A meno di una settimana dalle elezioni parlamentari del 28 settembre, la polizia moldava ha condotto 250 perquisizioni in tutto il Paese, colpendo oltre cento persone sospettate di preparare disordini e azioni di destabilizzazione coordinate dalla Russia. Secondo una dichiarazione ufficiale, le indagini sono legate a un procedimento penale che riguarda la pianificazione di proteste violente attraverso la collaborazione con elementi criminali. L’operazione ha portato all’arresto di 74 individui e al sequestro di passaporti, schede SIM, denaro, carte bancarie straniere, armi e materiale logistico come tende. La notizia è stata riportata da diversi media internazionali.
Le autorità segnalano rischi di destabilizzazione russa
Nel corso di un briefing congiunto, il capo della Procura anticorruzione Victor Furtună, il capo della polizia Viorel Cernăuțeanu e il direttore del Servizio di informazione e sicurezza Alexandru Musteața hanno spiegato che l’inchiesta coinvolge 111 persone. Hanno sottolineato che le azioni scoperte si inseriscono in una strategia di destabilizzazione promossa da Mosca. L’episodio non è isolato: già il 16 settembre, in una precedente operazione a Chișinău, erano stati sequestrati oltre 20 milioni di lei in un caso di finanziamento illecito di partiti.

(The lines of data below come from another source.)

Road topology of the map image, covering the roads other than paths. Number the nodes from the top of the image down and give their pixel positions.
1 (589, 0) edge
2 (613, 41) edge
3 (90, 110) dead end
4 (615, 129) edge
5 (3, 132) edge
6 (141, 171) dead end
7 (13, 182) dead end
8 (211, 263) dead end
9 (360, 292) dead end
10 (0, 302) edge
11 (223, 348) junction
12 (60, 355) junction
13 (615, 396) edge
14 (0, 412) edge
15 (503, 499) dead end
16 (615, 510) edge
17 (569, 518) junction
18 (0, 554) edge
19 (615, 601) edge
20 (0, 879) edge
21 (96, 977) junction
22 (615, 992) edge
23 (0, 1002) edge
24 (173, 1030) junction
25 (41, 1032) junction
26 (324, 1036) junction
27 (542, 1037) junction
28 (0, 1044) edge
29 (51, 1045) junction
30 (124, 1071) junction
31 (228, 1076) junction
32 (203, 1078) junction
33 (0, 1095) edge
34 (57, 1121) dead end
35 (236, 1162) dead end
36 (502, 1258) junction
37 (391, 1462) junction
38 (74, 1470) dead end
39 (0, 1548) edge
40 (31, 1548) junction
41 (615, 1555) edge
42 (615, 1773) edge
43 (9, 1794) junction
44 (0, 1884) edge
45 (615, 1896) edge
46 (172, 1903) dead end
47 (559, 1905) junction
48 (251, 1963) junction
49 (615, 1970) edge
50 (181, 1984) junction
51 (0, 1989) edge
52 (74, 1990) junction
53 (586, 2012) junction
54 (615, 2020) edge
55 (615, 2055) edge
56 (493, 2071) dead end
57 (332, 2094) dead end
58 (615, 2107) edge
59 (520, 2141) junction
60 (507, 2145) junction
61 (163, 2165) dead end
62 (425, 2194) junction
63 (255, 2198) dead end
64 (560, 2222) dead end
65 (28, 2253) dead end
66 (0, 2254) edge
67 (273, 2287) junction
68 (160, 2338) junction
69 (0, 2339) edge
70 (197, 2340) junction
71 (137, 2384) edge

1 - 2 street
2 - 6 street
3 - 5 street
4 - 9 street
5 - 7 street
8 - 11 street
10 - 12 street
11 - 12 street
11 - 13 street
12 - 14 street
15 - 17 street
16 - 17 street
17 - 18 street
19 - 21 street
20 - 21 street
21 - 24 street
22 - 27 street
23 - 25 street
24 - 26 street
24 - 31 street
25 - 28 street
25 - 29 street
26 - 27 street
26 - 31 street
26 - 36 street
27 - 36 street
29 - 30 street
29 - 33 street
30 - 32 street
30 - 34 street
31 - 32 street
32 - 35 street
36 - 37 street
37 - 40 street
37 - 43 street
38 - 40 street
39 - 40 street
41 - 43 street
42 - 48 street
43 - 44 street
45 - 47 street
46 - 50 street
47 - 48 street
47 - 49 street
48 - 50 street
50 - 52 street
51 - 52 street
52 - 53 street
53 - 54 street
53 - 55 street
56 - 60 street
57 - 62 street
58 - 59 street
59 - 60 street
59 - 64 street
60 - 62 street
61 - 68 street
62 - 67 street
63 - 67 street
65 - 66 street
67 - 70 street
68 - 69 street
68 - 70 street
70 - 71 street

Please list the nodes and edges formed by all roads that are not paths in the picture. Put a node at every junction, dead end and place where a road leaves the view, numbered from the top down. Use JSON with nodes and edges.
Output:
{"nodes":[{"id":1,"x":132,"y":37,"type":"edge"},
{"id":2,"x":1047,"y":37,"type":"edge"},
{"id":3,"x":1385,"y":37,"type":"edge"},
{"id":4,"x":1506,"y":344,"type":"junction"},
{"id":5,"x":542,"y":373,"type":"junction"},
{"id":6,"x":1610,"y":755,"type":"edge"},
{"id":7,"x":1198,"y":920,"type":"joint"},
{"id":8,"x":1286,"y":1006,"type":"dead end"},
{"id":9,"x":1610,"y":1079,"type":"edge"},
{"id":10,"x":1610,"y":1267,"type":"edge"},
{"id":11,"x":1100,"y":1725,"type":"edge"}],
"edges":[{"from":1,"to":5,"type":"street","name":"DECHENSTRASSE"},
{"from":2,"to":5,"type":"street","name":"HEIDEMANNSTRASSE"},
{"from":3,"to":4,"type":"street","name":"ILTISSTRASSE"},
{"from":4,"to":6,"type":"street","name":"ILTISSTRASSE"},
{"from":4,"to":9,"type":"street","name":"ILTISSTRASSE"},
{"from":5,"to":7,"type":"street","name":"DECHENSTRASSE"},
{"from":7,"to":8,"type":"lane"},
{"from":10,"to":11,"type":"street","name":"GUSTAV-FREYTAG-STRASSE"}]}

Elezioni decisive per il futuro europeo della Moldova
Le elezioni parlamentari sono considerate cruciali per la traiettoria geopolitica del Paese. La Moldova ha ottenuto lo status di candidata all’UE nel 2022 e una sconfitta delle forze filo-europee rischierebbe di rallentare o bloccare il processo di integrazione, aprendo la strada a un ritorno sotto l’influenza russa. Secondo un sondaggio di CBS Research condotto a metà settembre, il partito di governo Azione e Solidarietà (PAS) otterrebbe il 29,7% dei voti, senza però raggiungere la maggioranza parlamentare. Seguono il Blocco Patriottico guidato da Igor Dodon con il 13,2% e il partito di Renato Usatîi con il 7,5%. Una quota significativa dell’elettorato, il 26,8%, resta ancora indecisa.
I piani di Mosca per influenzare il voto
Il 22 settembre l’agenzia Bloomberg, citando documenti riservati, ha rivelato che la Russia aveva elaborato già in primavera un piano per interferire nelle elezioni moldave. L’obiettivo principale sarebbe ridurre le possibilità di vittoria del PAS e indebolire la presidente Maia Sandu. Secondo i documenti, la strategia prevede il reclutamento di cittadini moldavi residenti all’estero per il voto in Europa, l’organizzazione di manifestazioni e una massiccia campagna di disinformazione su piattaforme come Telegram, TikTok e Facebook. In caso di sconfitta del PAS, il Cremlino punterebbe a mobilitare proteste di piazza per chiedere le dimissioni della presidente. Se invece il partito al governo vincesse, i gruppi filorussi lancerebbero accuse di brogli per delegittimare il risultato e fomentare conflitti interni.
Un contesto fragile e terreno fertile per la propaganda
Corruzione diffusa, bassi redditi e povertà creano un clima di malcontento che le forze filorusse sfruttano accusando le autorità europeiste di inefficienza. L’eventuale perdita della maggioranza da parte del PAS aprirebbe a complesse trattative per formare una coalizione, aumentando il rischio di instabilità politica e ostacolando le riforme necessarie al percorso europeo. Una tale frammentazione potrebbe rafforzare le forze vicine a Mosca, capaci di bloccare iniziative legislative e paralizzare l’attività di governo.